0:52:14 > 0:52:18ORGAN PLAYS MUSIC FROM SWAN LAKE
0:52:41 > 0:52:44Well, actually, the first funeral I ever went to, and believe me,
0:52:44 > 0:52:47this is true, I was six years of age.
0:52:47 > 0:52:50And as they lowered the box into the ground, the priest said,
0:52:50 > 0:52:53"In the name of the Father, Son and Holy Ghost."
0:52:53 > 0:52:56And I, for years, used to bless myself and say,
0:52:56 > 0:52:59"In the name of the Father, the Son and into the hole he goes"
0:53:06 > 0:53:08And so we say farewell to Sir Humphrey Potter,
0:53:08 > 0:53:11a man who gave his life to dogs.
0:53:11 > 0:53:16A judge at Crufts, a creator of three new breeds of terrier
0:53:16 > 0:53:21and a lifelong friend and student of the habits of our canine friends.
0:53:21 > 0:53:26Let us commend his soul to the Lord.
0:53:26 > 0:53:27Amen.
0:53:37 > 0:53:40One final custom that we have in Ireland regarding death
0:53:40 > 0:53:45and a funeral, is that only one person...
0:53:47 > 0:53:51..who is buried in a graveyard can go to heaven.
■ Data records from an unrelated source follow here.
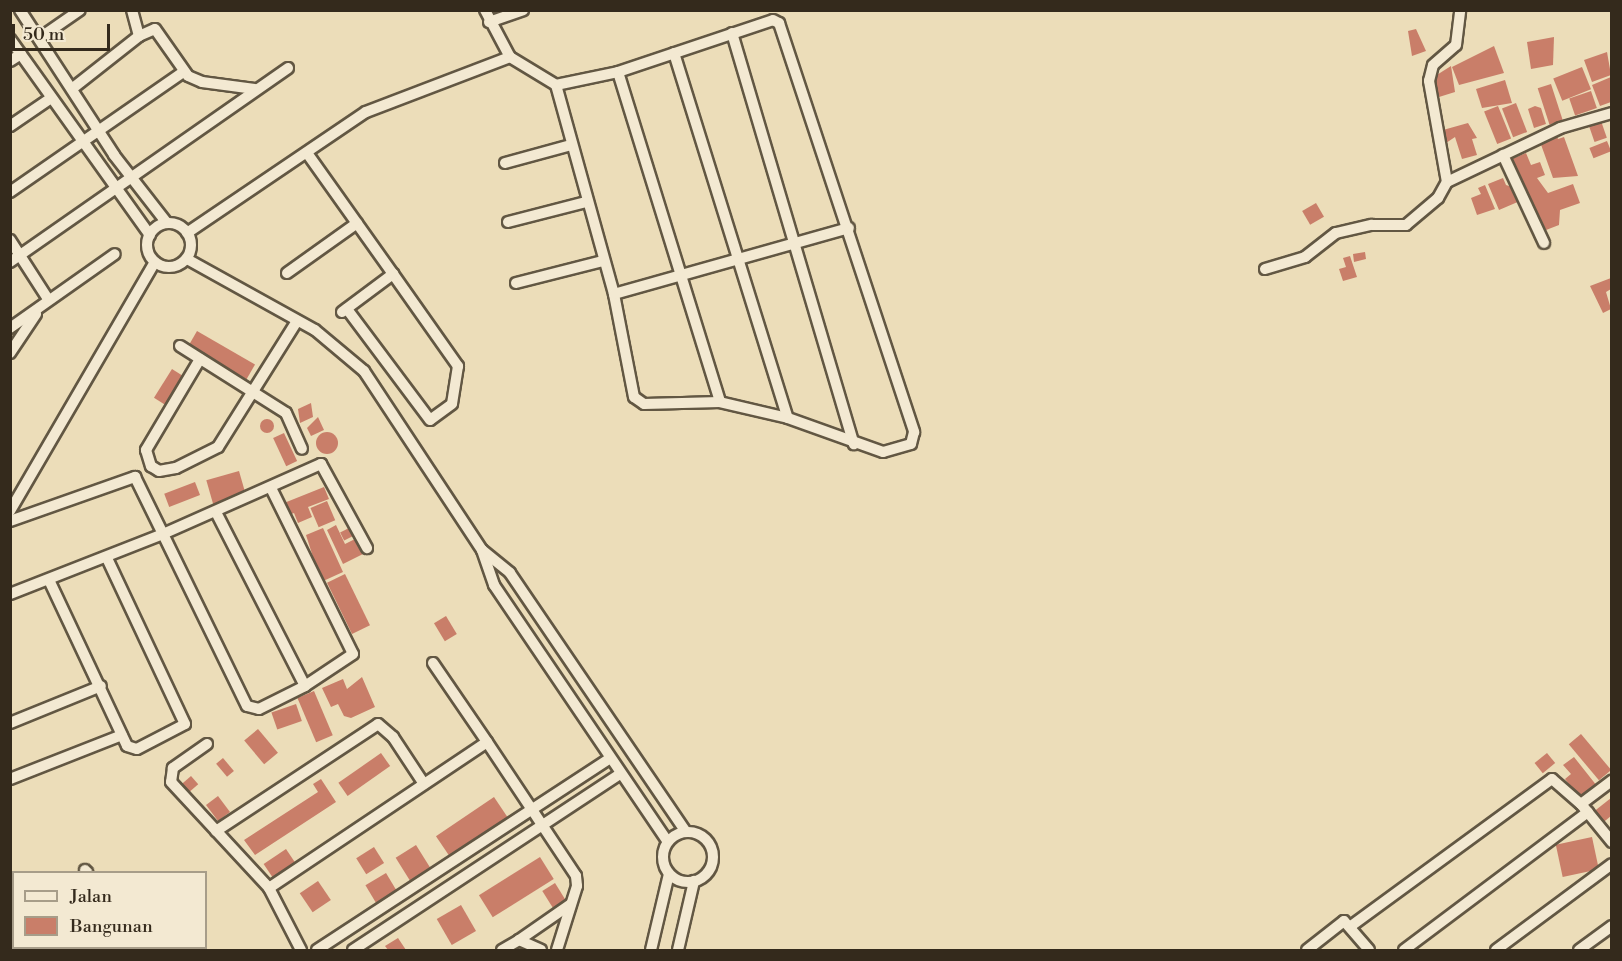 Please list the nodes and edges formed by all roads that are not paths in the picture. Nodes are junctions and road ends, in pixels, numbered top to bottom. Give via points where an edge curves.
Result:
1 (21, 10) edge
2 (80, 10) edge
3 (132, 10) edge
4 (485, 10) edge
5 (523, 10) edge
6 (1460, 10) edge
7 (489, 22) junction
8 (732, 33) junction
9 (139, 36) junction
10 (42, 37) junction
11 (10, 39) edge
12 (674, 53) junction
13 (21, 54) junction
14 (505, 59) junction
15 (10, 61) edge
16 (288, 68) dead end
17 (183, 72) junction
18 (618, 72) junction
19 (556, 85) junction
20 (73, 88) junction
21 (255, 89) junction
22 (51, 98) junction
23 (1611, 113) edge
24 (10, 126) edge
25 (99, 131) junction
26 (82, 143) junction
27 (571, 145) junction
28 (307, 153) junction
29 (1503, 155) junction
30 (505, 163) dead end
31 (133, 179) junction
32 (1447, 182) junction
33 (117, 190) junction
34 (10, 192) edge
35 (586, 202) junction
36 (508, 222) dead end
37 (166, 223) junction
38 (357, 223) junction
39 (849, 228) junction
40 (187, 233) junction
41 (150, 235) junction
42 (10, 240) edge
43 (796, 243) junction
44 (1544, 243) dead end
45 (114, 254) dead end
46 (21, 256) junction
47 (187, 259) junction
48 (737, 259) junction
49 (603, 261) junction
50 (10, 262) edge
51 (155, 262) junction
52 (1265, 269) dead end
53 (287, 273) dead end
54 (393, 274) junction
55 (679, 276) junction
56 (516, 283) dead end
57 (614, 294) junction
58 (48, 299) junction
59 (38, 311) junction
60 (297, 321) junction
61 (10, 328) edge
62 (180, 346) dead end
63 (10, 353) edge
64 (200, 359) junction
65 (253, 390) junction
66 (720, 402) junction
67 (788, 418) junction
68 (854, 444) junction
69 (303, 449) dead end
70 (271, 488) junction
71 (10, 511) edge
72 (216, 512) junction
73 (10, 521) edge
74 (163, 534) junction
75 (367, 548) dead end
76 (482, 550) junction
77 (107, 558) junction
78 (49, 580) junction
79 (10, 594) edge
80 (433, 663) dead end
81 (101, 686) junction
82 (305, 686) junction
83 (10, 723) edge
84 (122, 735) junction
85 (487, 742) junction
86 (207, 744) dead end
87 (610, 758) junction
88 (620, 774) junction
89 (10, 779) edge
90 (1611, 781) edge
91 (424, 784) junction
92 (1584, 808) junction
93 (533, 810) junction
94 (544, 827) junction
95 (216, 831) junction
96 (686, 832) junction
97 (668, 842) junction
98 (1611, 842) edge
99 (1611, 864) edge
100 (669, 874) junction
101 (694, 881) junction
102 (269, 888) junction
103 (571, 904) junction
104 (1351, 926) junction
105 (1611, 926) edge
106 (519, 940) junction
107 (190, 949) edge
108 (182, 951) edge
109 (301, 951) edge
110 (317, 951) edge
111 (353, 951) edge
112 (502, 951) edge
113 (541, 951) edge
114 (557, 951) edge
115 (651, 951) edge
116 (678, 951) edge
117 (1307, 951) edge
118 (1369, 951) edge
119 (1404, 951) edge
120 (1496, 951) edge
121 (1579, 951) edge

1 - 10 street
2 - 10 street
3 - 9 street
4 - 7 street
5 - 7 street
6 - 32 street via 1456,45 1433,65 1429,81
7 - 14 street
8 - 12 street
8 - 39 street via 773,20 787,34
8 - 43 street
9 - 17 street via 158,32
9 - 20 street
10 - 20 street
11 - 13 street
12 - 18 street
12 - 48 street
13 - 15 street
13 - 22 street
14 - 19 street
14 - 28 street via 373,109
16 - 21 street
17 - 21 street via 202,82
17 - 25 street
18 - 19 street
18 - 55 street
19 - 27 street
20 - 25 street
21 - 31 street
22 - 24 street
22 - 26 street
23 - 29 street via 1578,120
25 - 26 street
25 - 31 street
26 - 33 street
26 - 34 street
27 - 30 street
27 - 35 street
28 - 38 street
28 - 40 street
29 - 32 street
29 - 44 street
31 - 33 street
31 - 37 street
32 - 52 street via 1438,198 1406,225 1372,225 1336,233 1305,257
33 - 41 street
33 - 46 street
35 - 36 street
35 - 49 street
37 - 40 street
37 - 41 street
38 - 53 street
38 - 54 street
39 - 43 street
39 - 68 street via 914,432 911,444 902,450 883,452
40 - 47 street via 191,243
41 - 51 street via 147,246
42 - 46 street
43 - 48 street
43 - 68 street
45 - 58 street
46 - 50 street
46 - 58 street
47 - 51 street via 171,267
47 - 60 street
48 - 55 street
48 - 67 street
49 - 56 street
49 - 57 street
51 - 71 street
54 - 54 street via 459,370 454,401 432,420 345,311
55 - 57 street
55 - 66 street
57 - 66 street via 634,396 644,404
58 - 59 street
59 - 61 street
59 - 63 street
60 - 65 street
60 - 76 street via 334,343 364,371
62 - 64 street
64 - 65 street
64 - 65 street via 146,450 151,466 159,471 176,468 218,447
65 - 69 street via 286,413
66 - 67 street
67 - 68 street
70 - 72 street
70 - 75 street via 321,464
70 - 82 street via 352,654
72 - 74 street
72 - 82 street
73 - 74 street via 135,477
74 - 77 street
74 - 82 street via 247,705 259,709
76 - 87 street via 494,585
76 - 96 street via 504,565
77 - 78 street
77 - 84 street via 185,724 137,749 127,746
78 - 79 street
78 - 81 street
80 - 85 street
81 - 83 street
81 - 84 street
84 - 89 street
85 - 91 street
85 - 93 street
86 - 95 street via 169,775
87 - 88 street
87 - 93 street
88 - 94 street
88 - 97 street
90 - 92 street
91 - 95 street via 393,737 378,724
91 - 102 street
92 - 98 street
92 - 104 street via 1558,780 1550,780
92 - 119 street
93 - 94 street
93 - 110 street
94 - 103 street via 576,876
94 - 111 street
95 - 102 street
96 - 97 street
96 - 101 street via 700,835 712,852 709,871
97 - 100 street via 663,855
99 - 120 street
100 - 101 street via 681,881
100 - 115 street
101 - 116 street
102 - 109 street
103 - 106 street
103 - 114 street
104 - 117 street via 1341,922
104 - 118 street
105 - 121 street
106 - 112 street
106 - 113 street
107 - 108 street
0:53:55 > 0:53:59Which basically means if two people are buried in the same graveyard
0:53:59 > 0:54:04on the same day, the last one in has got to wait till tomorrow.
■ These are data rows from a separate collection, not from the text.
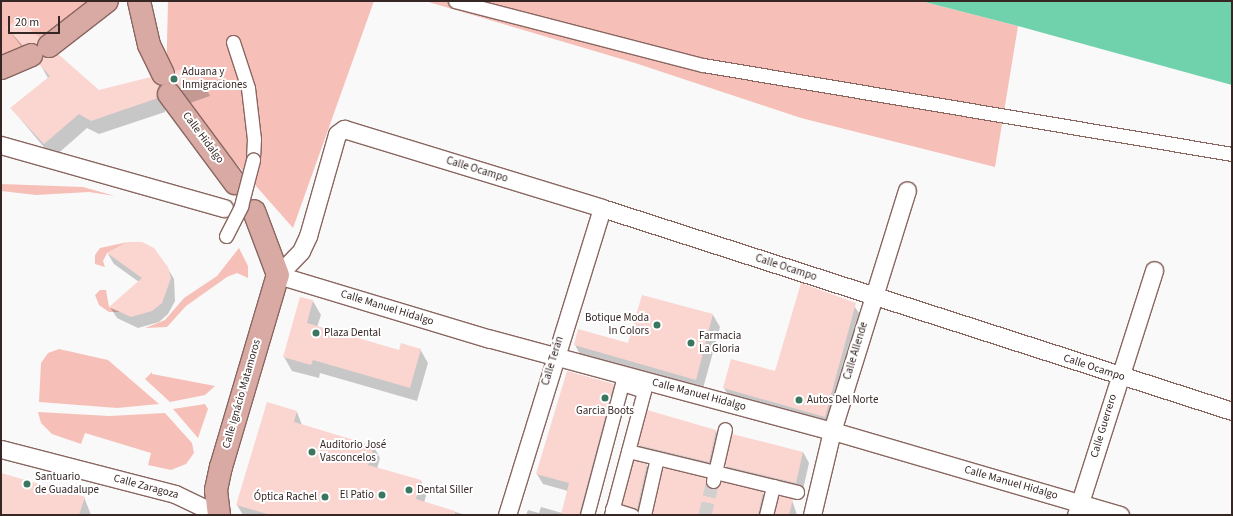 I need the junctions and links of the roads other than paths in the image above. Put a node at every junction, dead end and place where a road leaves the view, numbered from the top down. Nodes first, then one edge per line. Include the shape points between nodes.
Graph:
1 (107, 1) edge
2 (139, 1) edge
3 (455, 1) edge
4 (233, 42) dead end
5 (1, 68) edge
6 (339, 130) joint
7 (1, 146) edge
8 (1232, 154) edge
9 (235, 183) dead end
10 (907, 190) dead end
11 (224, 208) dead end
12 (602, 208) junction
13 (254, 215) dead end
14 (226, 236) dead end
15 (1154, 270) dead end
16 (278, 274) junction
17 (873, 296) junction
18 (554, 356) junction
19 (1120, 376) junction
20 (623, 380) junction
21 (1232, 411) edge
22 (726, 429) dead end
23 (832, 431) junction
24 (1, 449) edge
25 (628, 451) junction
26 (657, 458) junction
27 (714, 477) junction
28 (773, 486) junction
29 (797, 492) dead end
30 (1078, 509) edge
31 (611, 512) edge
32 (219, 515) edge
33 (507, 515) edge
34 (587, 515) edge
35 (632, 515) edge
36 (644, 515) edge
37 (766, 515) edge
38 (812, 515) edge
39 (1120, 515) edge

1 - 5 main road via 40,50
2 - 9 main road, Calle Hidalgo via 149,45 166,84
3 - 8 street via 703,65
4 - 14 street, bridge via 251,110 253,160 241,206
6 - 12 street, Calle Ocampo
6 - 16 street, Calle Ignácio Matamoros via 308,236 301,251
7 - 11 street
10 - 17 street, Calle Allende
12 - 17 street, Calle Ocampo
12 - 18 street, Calle Terán
13 - 16 main road
15 - 19 street, Calle Guerrero
16 - 18 street, Calle Manuel Hidalgo
16 - 32 main road, Calle Ignácio Matamoros via 221,467 217,485
17 - 19 street, Calle Ocampo
17 - 23 street, Calle Allende
18 - 20 street, Calle Manuel Hidalgo
18 - 33 street, Calle Terán
19 - 21 street, Calle Ocampo
19 - 30 street, Calle Guerrero
20 - 23 street, Calle Manuel Hidalgo
20 - 25 street via 644,390
20 - 34 street
22 - 27 street
23 - 30 street, Calle Manuel Hidalgo
23 - 38 street, Calle Allende
24 - 32 street, Calle Zaragoza via 175,494
25 - 26 street
25 - 31 street
26 - 27 street
26 - 36 street
27 - 28 street
28 - 29 street
28 - 37 street
30 - 39 street, Calle Manuel Hidalgo
31 - 35 street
0:54:07 > 0:54:09So can you imagine what would happen
0:54:09 > 0:54:14if one funeral met another funeral going to the same graveyard?
0:54:16 > 0:54:20MUSIC: "Funeral March" by Chopin
0:54:39 > 0:54:43MUSIC SPEEDS UP
0:55:53 > 0:55:55MUSIC SLOWS DOWN
0:57:11 > 0:57:14APPLAUSE
0:57:22 > 0:57:25Little fellow dies and goes to heaven.
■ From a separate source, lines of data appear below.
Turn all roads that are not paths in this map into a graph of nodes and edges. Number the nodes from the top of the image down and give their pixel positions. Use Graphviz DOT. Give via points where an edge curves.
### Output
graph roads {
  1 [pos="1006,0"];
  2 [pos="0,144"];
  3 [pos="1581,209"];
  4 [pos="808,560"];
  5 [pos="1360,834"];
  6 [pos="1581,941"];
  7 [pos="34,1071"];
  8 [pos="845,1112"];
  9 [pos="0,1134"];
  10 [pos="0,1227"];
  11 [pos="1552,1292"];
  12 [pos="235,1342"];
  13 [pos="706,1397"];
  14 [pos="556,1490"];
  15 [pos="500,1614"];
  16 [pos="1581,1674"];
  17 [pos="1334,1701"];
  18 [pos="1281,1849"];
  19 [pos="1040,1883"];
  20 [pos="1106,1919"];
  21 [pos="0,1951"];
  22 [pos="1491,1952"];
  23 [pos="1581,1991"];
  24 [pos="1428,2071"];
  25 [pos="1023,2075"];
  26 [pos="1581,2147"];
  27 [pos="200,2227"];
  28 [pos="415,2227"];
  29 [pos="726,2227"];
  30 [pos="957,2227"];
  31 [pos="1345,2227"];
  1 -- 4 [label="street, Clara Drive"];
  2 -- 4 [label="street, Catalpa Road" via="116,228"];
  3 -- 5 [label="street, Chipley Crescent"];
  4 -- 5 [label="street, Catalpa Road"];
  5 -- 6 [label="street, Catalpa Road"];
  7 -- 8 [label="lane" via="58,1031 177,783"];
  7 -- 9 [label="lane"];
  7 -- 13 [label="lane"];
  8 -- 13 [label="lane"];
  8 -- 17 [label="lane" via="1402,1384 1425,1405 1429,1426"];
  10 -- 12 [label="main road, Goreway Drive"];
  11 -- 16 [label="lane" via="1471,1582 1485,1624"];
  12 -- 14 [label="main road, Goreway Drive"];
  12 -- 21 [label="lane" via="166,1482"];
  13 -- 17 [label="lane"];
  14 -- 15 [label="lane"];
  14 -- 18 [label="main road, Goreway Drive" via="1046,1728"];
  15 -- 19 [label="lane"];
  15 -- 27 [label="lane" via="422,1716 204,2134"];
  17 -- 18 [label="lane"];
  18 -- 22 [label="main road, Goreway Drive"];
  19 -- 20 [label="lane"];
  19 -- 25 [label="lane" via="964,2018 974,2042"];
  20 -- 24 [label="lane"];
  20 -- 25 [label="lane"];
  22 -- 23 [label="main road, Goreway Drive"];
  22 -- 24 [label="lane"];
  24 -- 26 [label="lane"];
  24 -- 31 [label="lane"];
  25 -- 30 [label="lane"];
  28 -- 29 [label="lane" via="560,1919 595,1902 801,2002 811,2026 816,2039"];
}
0:57:25 > 0:57:29And St Peter says, "Would you... Would you...
0:57:29 > 0:57:33"Would you like to have a look around, um, heaven?"
0:57:36 > 0:57:39And the fellow says, "Yes, I would actually."
0:57:39 > 0:57:40So they are looking around heaven.
0:57:40 > 0:57:42And he says, "Who are those people over there?"
0:57:42 > 0:57:46He says, "They are the Muslims. They are Muslims.
0:57:46 > 0:57:51"And over there we have the Jewish people. And these are Anglicans.
0:57:51 > 0:57:54"And Hindus. Baptists."
0:57:54 > 0:57:59He said, "Why do you have this big wall here?
0:58:00 > 0:58:05He said, "Oh, um, behind the wall, you see, we have the Catholics."
0:58:07 > 0:58:13"He said, why, why, why do you have the Catholics behind a wall?"
0:58:13 > 0:58:14He said, "Ssh!
0:58:14 > 0:58:17"They like to think that they're the only ones here!"
0:58:17 > 0:58:20APPLAUSE
0:58:27 > 0:58:30Good night. Thank you and may your God go with you.